#aws #kinesis #data_stream #firehose #sqs

Kinesis data stream for real-time streaming for ingest Kinesis firehose is for loading stream to the storage

Comparisions

| Kinesis data stream | Firehose | | —————————————————————— | ————————————————————— | | Using for streaming service for ingestion at scale | Load stream data to the storage (S3, Redshift) or even HTTP API | | Need to write custom code for processing data (producer, consumer) | Fully managed by AWS | | Real time (few miliseconds) | Near real time (60s delay) | | Manage scaling (shards), more shard, more speed | Automatically scaling | | Data storage (1-365 days) | No data storage | | Replay capacity (because it has storage) | No replay capacity |

Data stream and ordering

It uses shards for streaming service, more shards, it has more speed because it is parallellnism. Also, we can have multiple producer and multiple consumers and interact with multiple shards.

Data comes to the data stream has the format (partition_id and blob). All data has the same partition_id will going to the same shards, so the data will be ordered.

Kinesis ordering compares with SQS FIFO

Both Kinesis and SQS FIFO has the same purpose, and similar mechanism. If Kinesis has partition_id.
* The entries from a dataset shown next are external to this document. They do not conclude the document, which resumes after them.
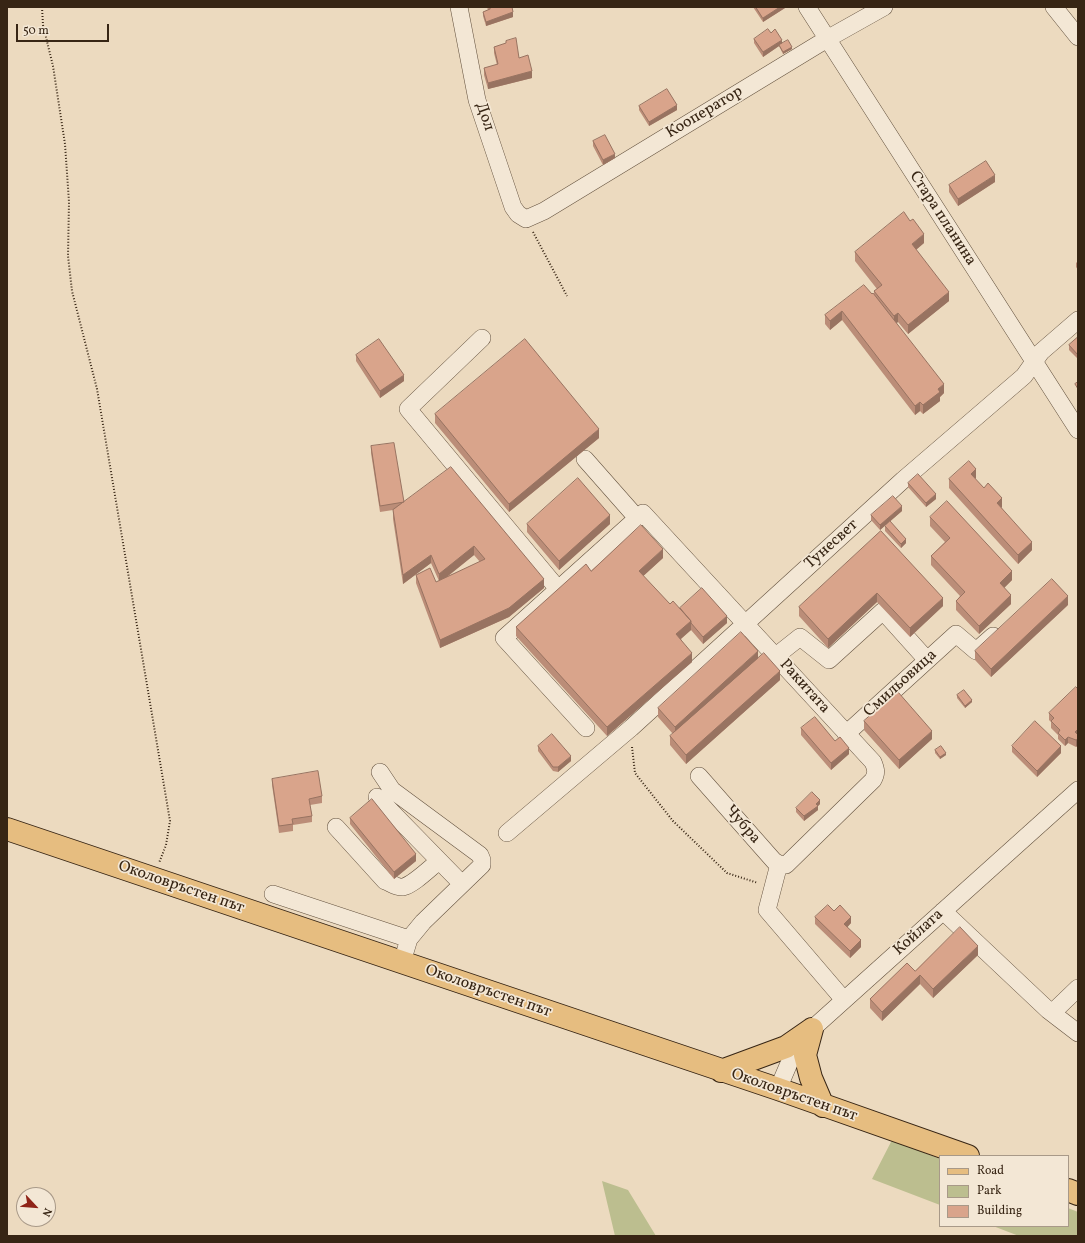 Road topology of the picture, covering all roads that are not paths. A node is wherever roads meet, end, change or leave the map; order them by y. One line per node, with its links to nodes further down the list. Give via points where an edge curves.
1 (459, 7): 7 (street, Дол, via 477,100 513,207)
2 (807, 7): 6 (street, Стара планина)
3 (884, 7): 6 (street, Кооператор)
4 (1054, 7): 5 (street)
5 (1078, 37)
6 (827, 39): 7 (street, Кооператор, via 544,211); 10 (street, Стара планина)
7 (526, 219)
8 (1078, 320): 10 (street, Тунесвет, via 1052,342)
9 (482, 338): 14 (street, via 408,409)
10 (1034, 362): 11 (street, Стара планина); 15 (street, Тунесвет, via 1024,376 903,480)
11 (1078, 430)
12 (585, 459): 13 (street, Ракитата)
13 (640, 516): 14 (street); 15 (street, Ракитата)
14 (558, 589): 19 (street, via 504,638)
15 (746, 623): 17 (street, Ракитата); 27 (street, Тунесвет, via 631,728)
16 (1004, 625): 18 (street, Смильовица, via 976,651 956,634)
17 (776, 656): 18 (street, via 800,637 829,660 883,611); 20 (street, Ракитата)
18 (927, 660): 20 (street, Смильовица)
19 (586, 728)
20 (846, 734): 29 (street, Ракитата, via 873,762 876,775)
21 (380, 772): 30 (street, via 392,790 480,855 482,865)
22 (700, 776): 29 (street, Чубра, via 774,861)
23 (1078, 790): 32 (street, Койлата)
24 (377, 797): 28 (street)
25 (336, 827): 28 (street, via 385,880 394,885 403,887 411,883)
26 (7, 829): 34 (main road, Околовръстен път)
27 (507, 833)
28 (439, 861): 30 (street)
29 (784, 863): 36 (street, via 767,910)
30 (462, 884): 33 (street)
31 (273, 894): 33 (street)
32 (943, 911): 36 (street, Койлата); 37 (street)
33 (409, 939): 34 (street)
34 (402, 962): 40 (main road, Околовръстен път)
35 (1078, 988): 37 (street)
36 (844, 1000): 38 (street, Койлата)
37 (1052, 1013): 39 (street)
38 (812, 1029): 40 (main road, via 786,1048); 41 (street, Койлата, via 793,1054); 42 (main road, via 805,1055)
39 (1078, 1033)
40 (721, 1070): 41 (main road, Околовръстен път)
41 (778, 1089): 42 (main road, Околовръстен път)
42 (823, 1106): 43 (main road, Околовръстен път)
43 (965, 1155) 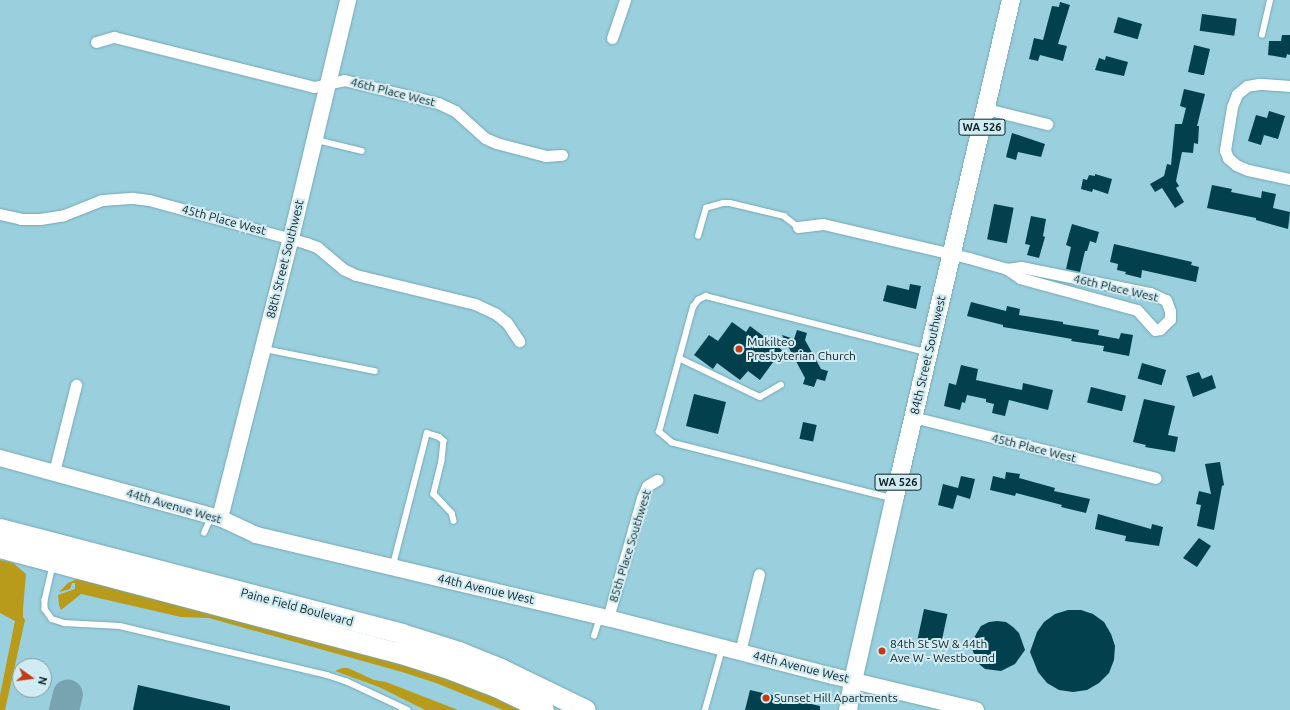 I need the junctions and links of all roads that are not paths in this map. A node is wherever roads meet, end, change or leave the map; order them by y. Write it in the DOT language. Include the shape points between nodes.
graph roads {
  1 [pos="348,0"];
  2 [pos="625,0"];
  3 [pos="1011,0"];
  4 [pos="1270,0"];
  5 [pos="1262,35"];
  6 [pos="612,38"];
  7 [pos="96,42"];
  8 [pos="328,83"];
  9 [pos="1290,86"];
  10 [pos="986,109"];
  11 [pos="1047,124"];
  12 [pos="314,140"];
  13 [pos="362,151"];
  14 [pos="562,155"];
  15 [pos="1290,179"];
  16 [pos="0,214"];
  17 [pos="798,227"];
  18 [pos="698,236"];
  19 [pos="291,238"];
  20 [pos="952,254"];
  21 [pos="1007,269"];
  22 [pos="519,341"];
  23 [pos="263,348"];
  24 [pos="928,353"];
  25 [pos="679,358"];
  26 [pos="375,371"];
  27 [pos="76,385"];
  28 [pos="781,385"];
  29 [pos="913,417"];
  30 [pos="0,458"];
  31 [pos="54,472"];
  32 [pos="1155,478"];
  33 [pos="657,480"];
  34 [pos="894,500"];
  35 [pos="215,517"];
  36 [pos="454,521"];
  37 [pos="0,529"];
  38 [pos="204,533"];
  39 [pos="0,548"];
  40 [pos="56,553"];
  41 [pos="392,567"];
  42 [pos="759,574"];
  43 [pos="605,617"];
  44 [pos="594,636"];
  45 [pos="722,647"];
  46 [pos="740,652"];
  47 [pos="853,681"];
  48 [pos="408,710"];
  49 [pos="544,710"];
  50 [pos="586,710"];
  51 [pos="705,710"];
  52 [pos="848,710"];
  53 [pos="976,710"];
  1 -- 8 [label="street, 88th Street Southwest"];
  2 -- 6 [label="street"];
  3 -- 10 [label="main road, 84th Street Southwest / WA 526"];
  4 -- 5 [label="lane"];
  7 -- 8 [label="street, 46th Place West" via="114,37 314,87"];
  8 -- 12 [label="street, 88th Street Southwest"];
  8 -- 14 [label="street, 46th Place West" via="344,80 438,103 455,111 485,138 496,143 546,156"];
  9 -- 15 [label="street" via="1259,84 1247,86 1237,94 1232,107 1225,150 1228,158 1236,165"];
  10 -- 11 [label="street"];
  10 -- 20 [label="main road, 84th Street Southwest / WA 526"];
  12 -- 13 [label="lane"];
  12 -- 19 [label="street, 88th Street Southwest"];
  16 -- 19 [label="street, 45th Place West" via="21,219 40,219 64,215 102,200 132,198"];
  17 -- 18 [label="lane" via="784,216 722,203 706,208"];
  17 -- 20 [label="street, 46th Place West" via="823,224"];
  19 -- 22 [label="street, 45th Place West" via="317,247 353,274 486,308 507,323"];
  19 -- 23 [label="street, 88th Street Southwest"];
  20 -- 21 [label="street, 46th Place West"];
  20 -- 24 [label="main road, 84th Street Southwest / WA 526"];
  21 -- 21 [label="street, 46th Place West" via="1021,267 1150,294 1166,300 1170,320 1155,330 1137,310 1020,278"];
  23 -- 26 [label="lane"];
  23 -- 35 [label="street, 88th Street Southwest"];
  24 -- 25 [label="lane" via="706,296 692,307"];
  24 -- 29 [label="main road, 84th Street Southwest / WA 526"];
  25 -- 28 [label="lane" via="760,397"];
  25 -- 34 [label="lane" via="659,432 672,443"];
  27 -- 31 [label="street"];
  29 -- 32 [label="street, 45th Place West"];
  29 -- 34 [label="main road, 84th Street Southwest / WA 526"];
  30 -- 31 [label="street, 44th Avenue West"];
  31 -- 35 [label="street, 44th Avenue West"];
  33 -- 43 [label="street, 85th Place Southwest" via="647,486 642,498"];
  34 -- 47 [label="main road, 84th Street Southwest / WA 526"];
  35 -- 38 [label="lane"];
  35 -- 41 [label="street, 44th Avenue West" via="256,535"];
  36 -- 41 [label="lane" via="452,513 434,494 444,441 427,433"];
  37 -- 40 [label="highway, Paine Field Boulevard"];
  39 -- 40 [label="highway, Paine Field Boulevard"];
  40 -- 48 [label="lane" via="45,600 45,609 52,619 64,623 120,626 327,675 346,681"];
  40 -- 49 [label="highway, Paine Field Boulevard" via="446,668 496,687"];
  40 -- 50 [label="highway, Paine Field Boulevard" via="402,634 459,652 501,669"];
  41 -- 43 [label="street, 44th Avenue West"];
  42 -- 46 [label="street"];
  43 -- 44 [label="lane"];
  43 -- 45 [label="street, 44th Avenue West"];
  45 -- 46 [label="street, 44th Avenue West"];
  45 -- 51 [label="lane"];
  46 -- 47 [label="street, 44th Avenue West"];
  47 -- 52 [label="main road, 84th Street Southwest / WA 526"];
  47 -- 53 [label="street, 44th Avenue West"];
}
SQS messages has group_id, so all messages with the same group_id will go to the one consumer.

Based on situation and speed, we can choose between Kinesis or SQS FIFO.

Features

Kinesis has advanced fan-out pattern, so it has high throughput for reading data, so it is suitable for big data, ETL, analytics.

Kinesis Data Stream with Firehose

  • When Kinesis Data Stream is configured with Firehose as a datasource, that firehore cannot be put the data by using SDK and API. PutRecord, PutRecordBatch is disabled on Firehose, data must be added to Kinesis Data Stream.